He lets intuition, not money, guide him

You can take Woody Allen out of Manhattan – but can you take Manhattan out of Woody Allen?

The reclusive director-writer-star has been prominent on the wide screen for the past 30 years. In person he's played hard to get, though, especially if traveling outside New York City is involved.

He surprised the world by appearing on the recent Academy Award show from Los Angeles, and this month – after years of saying no – he showed up at the Cannes film festival. After walking up the red carpet to the European première of "Hollywood Ending," his latest comedy, he stayed a couple of days to do media appearances and schmooze with journalists.

What's going on? Not a permanent vacation from his reclusive ways, says Allen, who seems as surprised as everyone else.

"It's just a coincidence that both events fell in the same year," he told a press gathering here. "It looks like I've had some kind of religious conversion – I'm suddenly out of the house! – but I'm not. I'll be back in the house in a few hours, and you won't have to put up with me anymore."

Everyone here in Cannes has been happy to put up with him. And no wonder, given Allen's huge output of movies over the past three decades. He's made a new one almost every year, becoming one of the most prolific directors in modern cinema.

How does such a distinctive filmmaker manage to thrive in a movie world driven by moneymaking formulas? One answer is efficiency. He makes his films on relatively low budgets and surrounds himself with a team that disdains Hollywood's elephantine procedures just as he does.

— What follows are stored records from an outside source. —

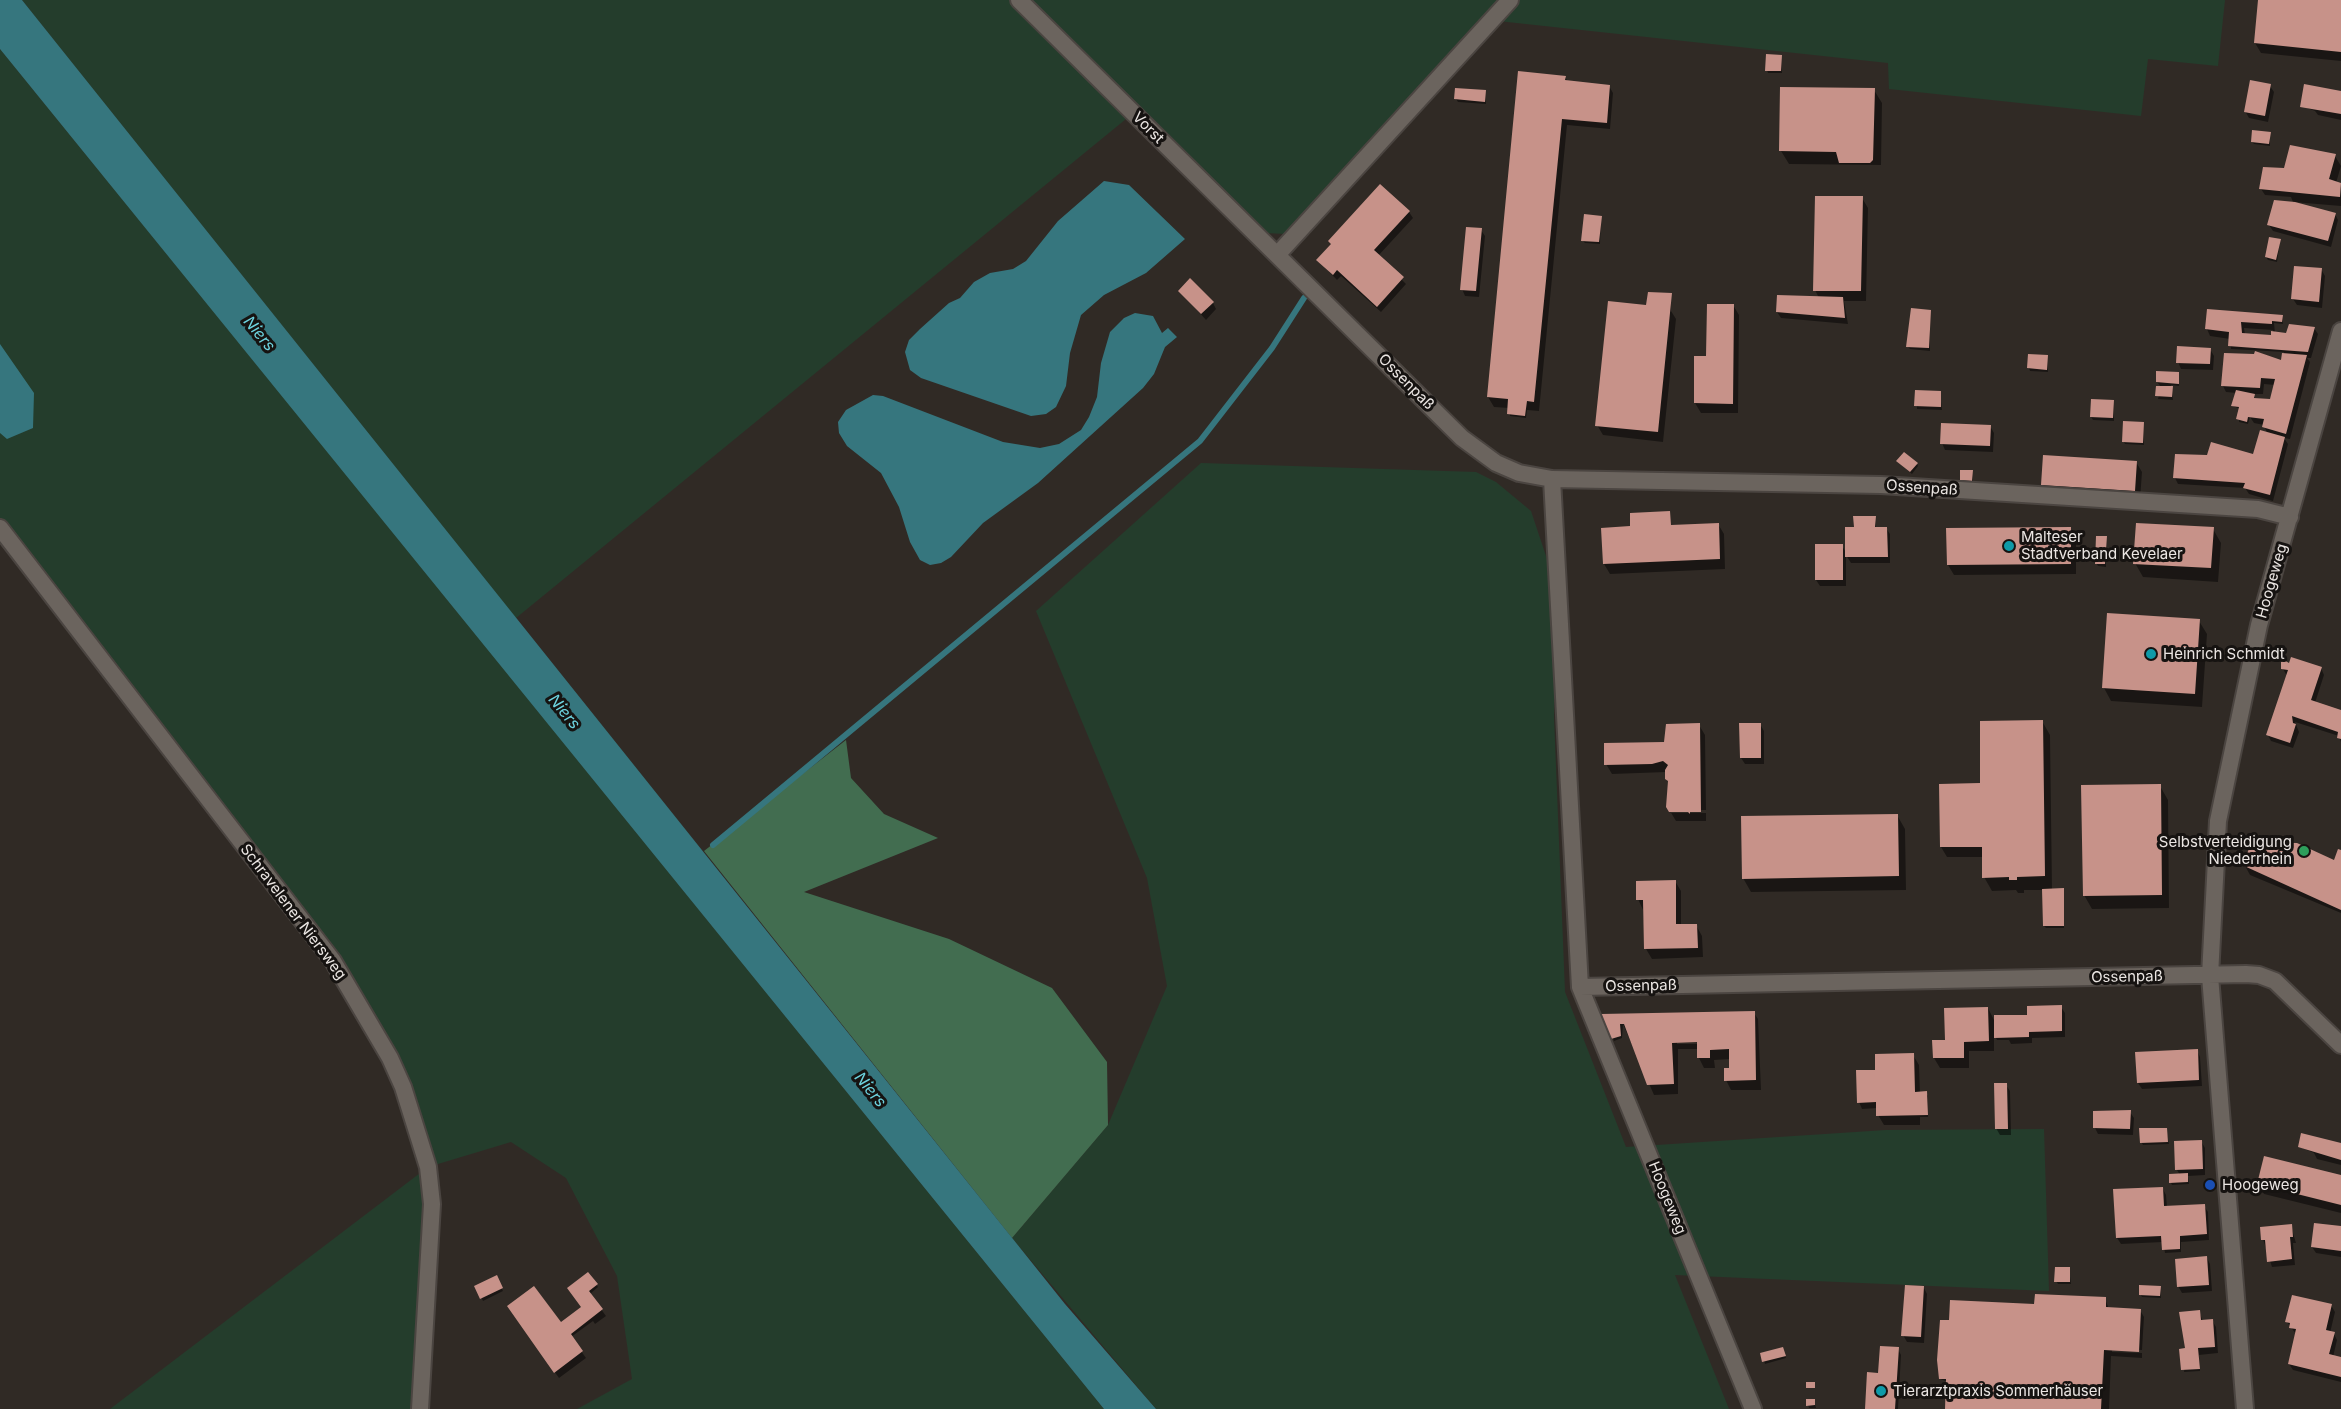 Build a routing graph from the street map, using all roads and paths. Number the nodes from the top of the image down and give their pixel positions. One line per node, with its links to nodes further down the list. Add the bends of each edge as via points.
1 (1019, 0): 3 (street, Vorst)
2 (1510, 0): 3 (street)
3 (1277, 255): 5 (street, Ossenpaß, via 1462,438 1496,463 1519,473)
4 (2341, 331): 6 (street, Hoogeweg)
5 (1552, 479): 6 (street, Ossenpaß, via 1881,485 2258,509); 9 (street)
6 (2290, 517): 8 (street, Hoogeweg, via 2259,625 2218,821)
7 (0, 528): 11 (street, Schravelener Niersweg, via 333,961 399,1077 428,1167 432,1204)
8 (2210, 976): 9 (street, Ossenpaß); 10 (street, Ossenpaß, via 2246,974 2275,981); 13 (street, Hoogeweg)
9 (1580, 987): 12 (street, Hoogeweg)
10 (2341, 1045)
11 (420, 1409)
12 (1753, 1409)
13 (2245, 1409)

"The day I take a finished script out of the typewriter," he says over lunch after his press conference, "I make one phone call. The next day, we're in production on the picture."

Another secret to his success is simple "good fortune," he says with a smile, wringing his hands in a characteristic Woody gesture while ignoring the tempting lunch on his plate. "From my earliest pictures on, people seem to think I know what I'm doing, and they let me do things any way I want. I can't explain it!"

Allen chose an interesting year for his first Cannes visit. He's a proudly Jewish filmmaker, and shortly before the festival a group called the American Jewish Congress asked attendees to speak out against an alleged resurgence of anti-Semitism in France.

Allen disagrees with this charge, and he speaks pointedly about the recent French election, in which right-wing candidate Jean-Marie Le Pen scored surprisingly high during the first round of voting, then lost in a runoff. "One can be very proud of the way [the French people] responded," Allen says.

"The country came out in a clear-cut public statement on how they felt about issues like the extreme right and totalitarianism and intolerance and discrimination. People who hadn't voted in years felt it was important to show that France is a democracy that has no patience with the terrible ideas of the extreme right."

That pleased Cannes mightily. So did "Hollywood Ending," partly because its satirical plot – about a blind director making a big-budget film – ends with French critics praising his picture after US reviewers drub it.

Festival audiences also liked its implicit critique of Hollywood's studio system, based on an obsession with commercialism, to which, ironically, the fictional filmmaker's blindness makes him immune. Allen says moviemaking should be an intuitive process that "proceeds from the unconscious."

His belief that a film should grow from the creativity of its makers – not the calculations of a business office – explains why he's never been a full participant in the studio system, despite the power it wields in today's world.

This doesn't mean Allen's intuitive methods always work as well as he'd like. Only rarely does a movie come out on screen the way it originally played in his imagination, he admits.

"The Purple Rose of Cairo," his 1985 fantasy about a Depression-era film buff who falls in love with a movie character, is an exception. It's one of the few he's truly pleased with – but even there the going was tough, especially when he felt compelled to replace Michael Keaton with Jeff Daniels since Keaton seemed "too contemporary" for a 1930s story.

Finding the right performer for a part is often difficult, he adds, revealing that he starred in "Deconstructing Harry," his 1997 comedy, "by default" after seven others actors proved unavailable, unsuitable, or both.

But problems and all, Allen would rather work on his own than bow down to Hollywood, and he doesn't mince words about this. "Hollywood films are calculated in venality from the start," he says. "The idea behind the films is to make as much money as possible.

"They're happy when the film comes out good, but they'd be happier making a bad film that made a lot of money than a good film that made less money. That's why you get all those Hollywood films that are uninspired. Everybody was trying to figure out the formula to make the most amount of money with the least amount of risk!"